Dataset entries

┏━━

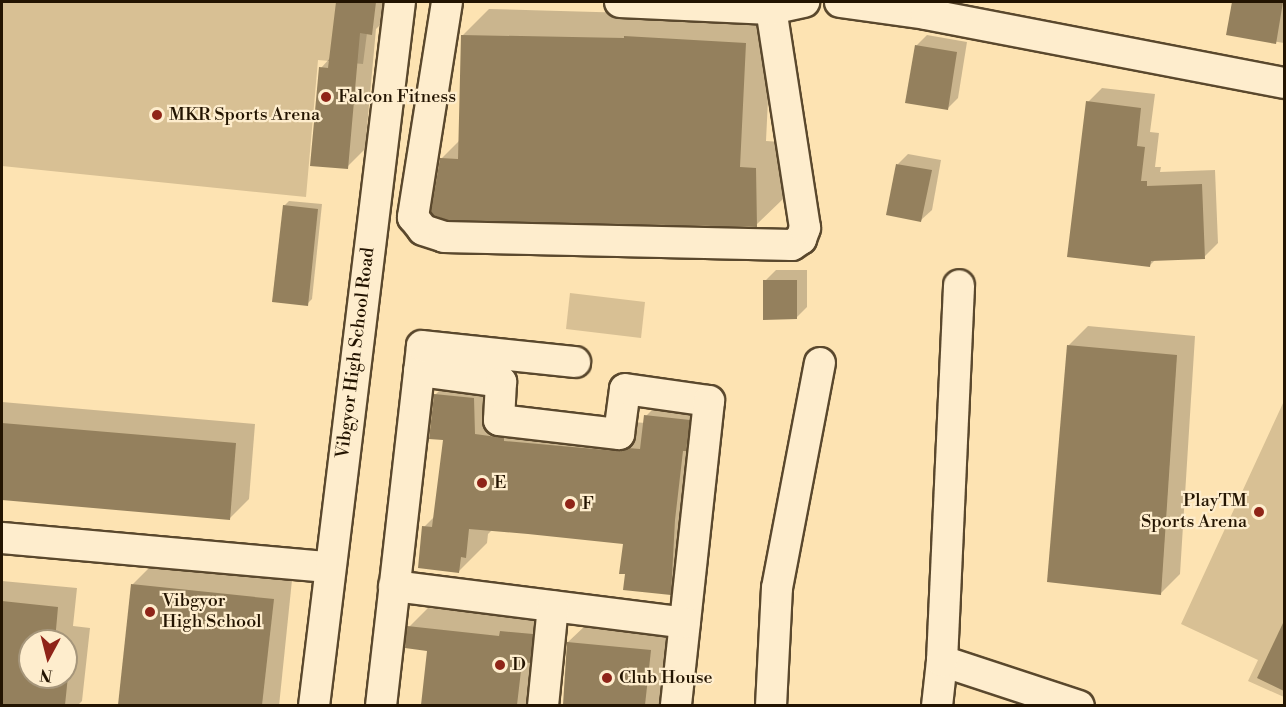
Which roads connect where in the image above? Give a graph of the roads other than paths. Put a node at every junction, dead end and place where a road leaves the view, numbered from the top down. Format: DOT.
graph roads {
  1 [pos="400,2"];
  2 [pos="447,2"];
  3 [pos="632,2"];
  4 [pos="804,2"];
  5 [pos="840,2"];
  6 [pos="770,5"];
  7 [pos="391,62"];
  8 [pos="436,74"];
  9 [pos="1284,83"];
  10 [pos="959,285"];
  11 [pos="575,362"];
  12 [pos="820,363"];
  13 [pos="419,371"];
  14 [pos="2,538"];
  15 [pos="330,567"];
  16 [pos="394,586"];
  17 [pos="553,606"];
  18 [pos="685,623"];
  19 [pos="942,661"];
  20 [pos="314,705"];
  21 [pos="381,705"];
  22 [pos="543,705"];
  23 [pos="676,705"];
  24 [pos="771,705"];
  25 [pos="937,705"];
  26 [pos="1079,705"];
  1 -- 7 [label="street, Vibgyor High School Road"];
  2 -- 8 [label="street"];
  3 -- 6 [label="street"];
  4 -- 6 [label="street"];
  5 -- 9 [label="street"];
  6 -- 8 [label="street"];
  7 -- 8 [label="street"];
  7 -- 15 [label="street, Vibgyor High School Road"];
  10 -- 19 [label="street"];
  11 -- 13 [label="street"];
  12 -- 24 [label="street"];
  13 -- 16 [label="street"];
  13 -- 18 [label="street"];
  14 -- 15 [label="street"];
  15 -- 20 [label="street, Vibgyor High School Road"];
  16 -- 17 [label="street"];
  16 -- 21 [label="street"];
  17 -- 18 [label="street"];
  17 -- 22 [label="street"];
  18 -- 23 [label="street"];
  19 -- 25 [label="street"];
  19 -- 26 [label="street"];
}
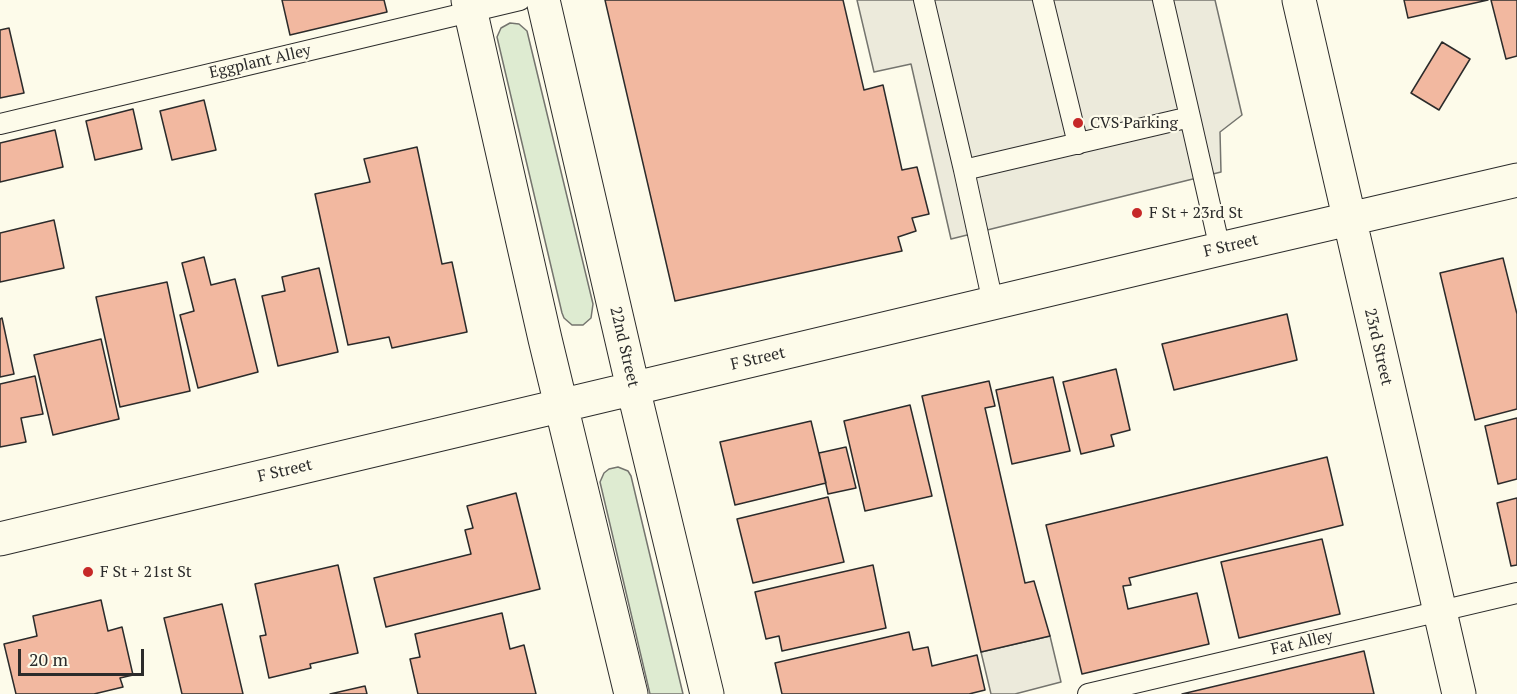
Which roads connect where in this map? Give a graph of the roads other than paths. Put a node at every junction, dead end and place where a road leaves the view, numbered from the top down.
1 (520, 0) edge
2 (543, 0) edge
3 (924, 0) edge
4 (1043, 0) edge
5 (1163, 0) edge
6 (1299, 0) edge
7 (469, 6) edge
8 (1190, 117) junction
9 (0, 124) edge
10 (1078, 144) junction
11 (964, 170) junction
12 (1517, 180) edge
13 (1349, 220) junction
14 (1220, 249) junction
15 (993, 303) junction
16 (633, 388) junction
17 (561, 405) junction
18 (0, 539) edge
19 (1517, 593) edge
20 (1440, 612) junction
21 (631, 694) edge
22 (707, 694) edge
23 (1088, 694) edge
24 (1459, 694) edge

1 - 7 lane, Eggplant Alley
2 - 16 street, 22nd Street
3 - 11 lane
4 - 10 lane
5 - 8 lane
6 - 13 street, 23rd Street
7 - 9 lane, Eggplant Alley
7 - 17 street
8 - 10 lane
8 - 14 lane
10 - 11 lane
11 - 15 lane
12 - 13 street, F Street
13 - 14 street, F Street
13 - 20 street, 23rd Street
14 - 15 street, F Street
15 - 16 street, F Street
16 - 17 street, F Street
16 - 22 street, 22nd Street
17 - 18 street, F Street
17 - 21 street
19 - 20 lane, Fat Alley
20 - 23 lane, Fat Alley
20 - 24 street, 23rd Street

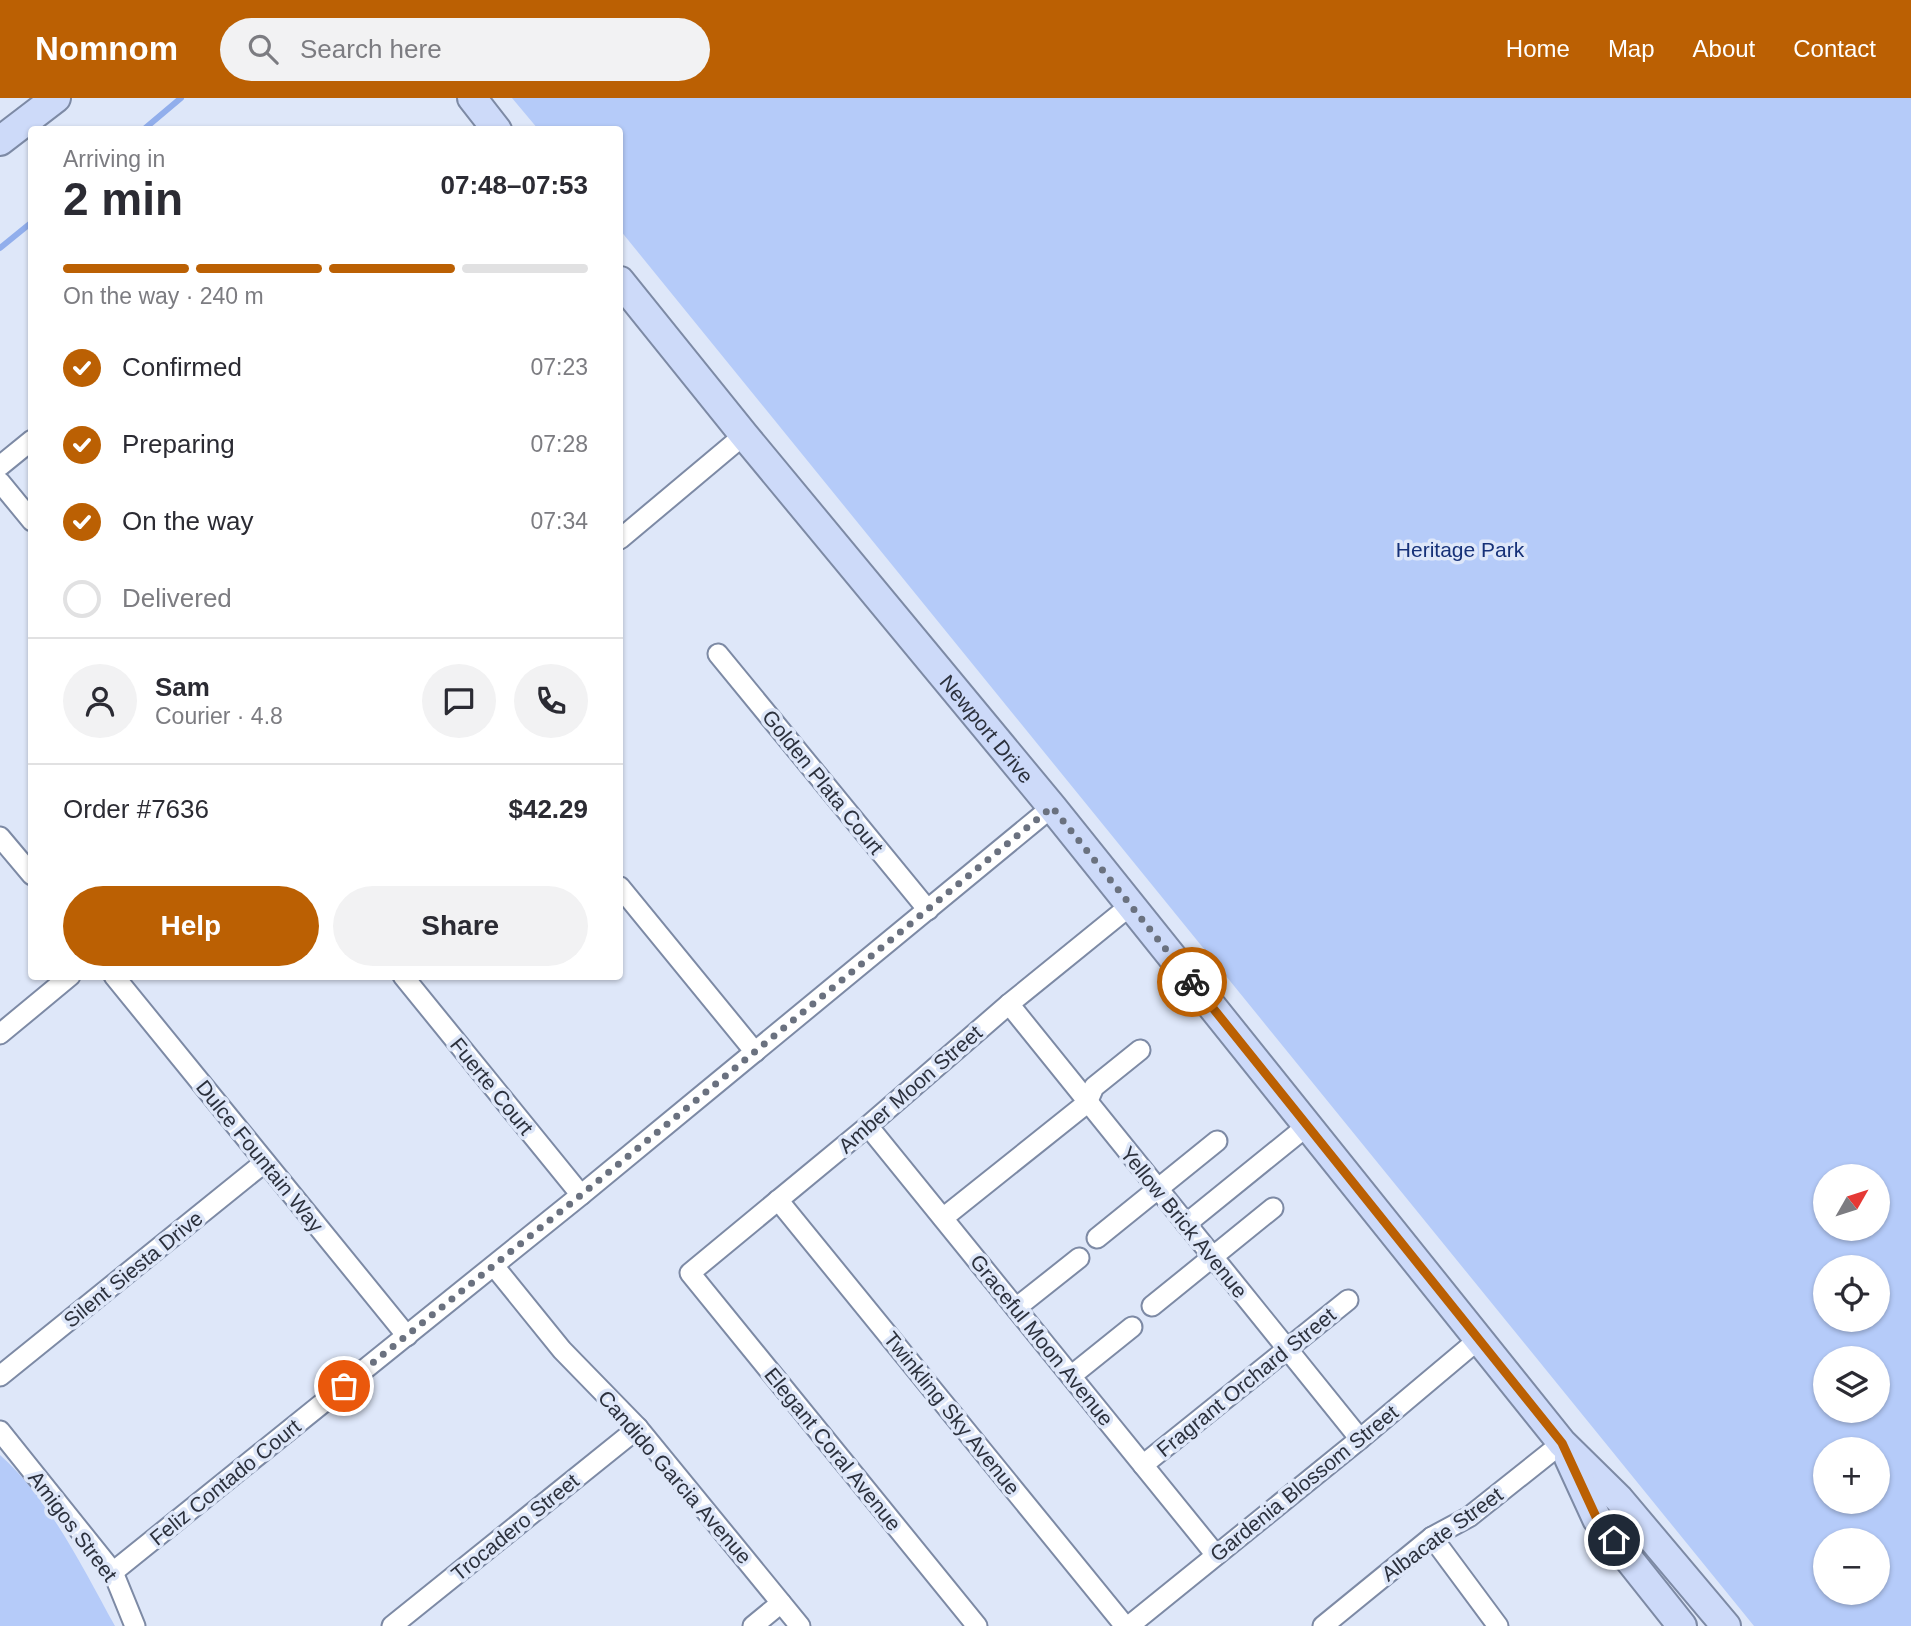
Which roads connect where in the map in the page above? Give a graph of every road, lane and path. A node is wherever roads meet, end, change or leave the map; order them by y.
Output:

┗━━

Exercise prompt
In your copy, include every record word for word but no pictures.

Task output
Which roads connect where in the image above? Give a graph of the roads other than paths. Put a node at every junction, dead end and place where a road leaves the view, numbered from the top down. Format: DOT.
graph roads {
  1 [pos="400,2"];
  2 [pos="447,2"];
  3 [pos="632,2"];
  4 [pos="804,2"];
  5 [pos="840,2"];
  6 [pos="770,5"];
  7 [pos="391,62"];
  8 [pos="436,74"];
  9 [pos="1284,83"];
  10 [pos="959,285"];
  11 [pos="575,362"];
  12 [pos="820,363"];
  13 [pos="419,371"];
  14 [pos="2,538"];
  15 [pos="330,567"];
  16 [pos="394,586"];
  17 [pos="553,606"];
  18 [pos="685,623"];
  19 [pos="942,661"];
  20 [pos="314,705"];
  21 [pos="381,705"];
  22 [pos="543,705"];
  23 [pos="676,705"];
  24 [pos="771,705"];
  25 [pos="937,705"];
  26 [pos="1079,705"];
  1 -- 7 [label="street, Vibgyor High School Road"];
  2 -- 8 [label="street"];
  3 -- 6 [label="street"];
  4 -- 6 [label="street"];
  5 -- 9 [label="street"];
  6 -- 8 [label="street"];
  7 -- 8 [label="street"];
  7 -- 15 [label="street, Vibgyor High School Road"];
  10 -- 19 [label="street"];
  11 -- 13 [label="street"];
  12 -- 24 [label="street"];
  13 -- 16 [label="street"];
  13 -- 18 [label="street"];
  14 -- 15 [label="street"];
  15 -- 20 [label="street, Vibgyor High School Road"];
  16 -- 17 [label="street"];
  16 -- 21 [label="street"];
  17 -- 18 [label="street"];
  17 -- 22 [label="street"];
  18 -- 23 [label="street"];
  19 -- 25 [label="street"];
  19 -- 26 [label="street"];
}
Which roads connect where in this map? Give a graph of the roads other than paths. Put a node at every junction, dead end and place where a road leaves the view, numbered from the top down.
1 (520, 0) edge
2 (543, 0) edge
3 (924, 0) edge
4 (1043, 0) edge
5 (1163, 0) edge
6 (1299, 0) edge
7 (469, 6) edge
8 (1190, 117) junction
9 (0, 124) edge
10 (1078, 144) junction
11 (964, 170) junction
12 (1517, 180) edge
13 (1349, 220) junction
14 (1220, 249) junction
15 (993, 303) junction
16 (633, 388) junction
17 (561, 405) junction
18 (0, 539) edge
19 (1517, 593) edge
20 (1440, 612) junction
21 (631, 694) edge
22 (707, 694) edge
23 (1088, 694) edge
24 (1459, 694) edge

1 - 7 lane, Eggplant Alley
2 - 16 street, 22nd Street
3 - 11 lane
4 - 10 lane
5 - 8 lane
6 - 13 street, 23rd Street
7 - 9 lane, Eggplant Alley
7 - 17 street
8 - 10 lane
8 - 14 lane
10 - 11 lane
11 - 15 lane
12 - 13 street, F Street
13 - 14 street, F Street
13 - 20 street, 23rd Street
14 - 15 street, F Street
15 - 16 street, F Street
16 - 17 street, F Street
16 - 22 street, 22nd Street
17 - 18 street, F Street
17 - 21 street
19 - 20 lane, Fat Alley
20 - 23 lane, Fat Alley
20 - 24 street, 23rd Street

Which roads connect where in the map in the page above? Give a graph of every road, lane and path. A node is wherever roads meet, end, change or leave the map; order them by y.
Output:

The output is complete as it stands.